(Pose landmark coordinates)
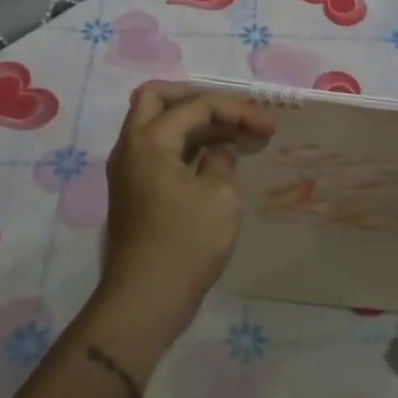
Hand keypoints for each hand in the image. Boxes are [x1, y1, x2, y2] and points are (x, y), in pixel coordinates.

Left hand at [98, 83, 277, 346]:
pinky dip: (184, 145)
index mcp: (149, 141)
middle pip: (157, 99)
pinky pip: (157, 151)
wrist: (146, 300)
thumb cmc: (187, 244)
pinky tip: (214, 158)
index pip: (195, 105)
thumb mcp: (220, 196)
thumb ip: (221, 160)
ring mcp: (128, 171)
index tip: (268, 127)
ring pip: (155, 125)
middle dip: (198, 98)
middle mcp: (131, 148)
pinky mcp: (134, 192)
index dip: (235, 109)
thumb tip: (217, 151)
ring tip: (231, 133)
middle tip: (232, 112)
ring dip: (192, 122)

Problem:
Your job is to return all lines above that hold the word "middle".

Exercise answer:
middle pip: (157, 99)
middle dip: (198, 98)
middle mcp: (131, 148)
middle tip: (232, 112)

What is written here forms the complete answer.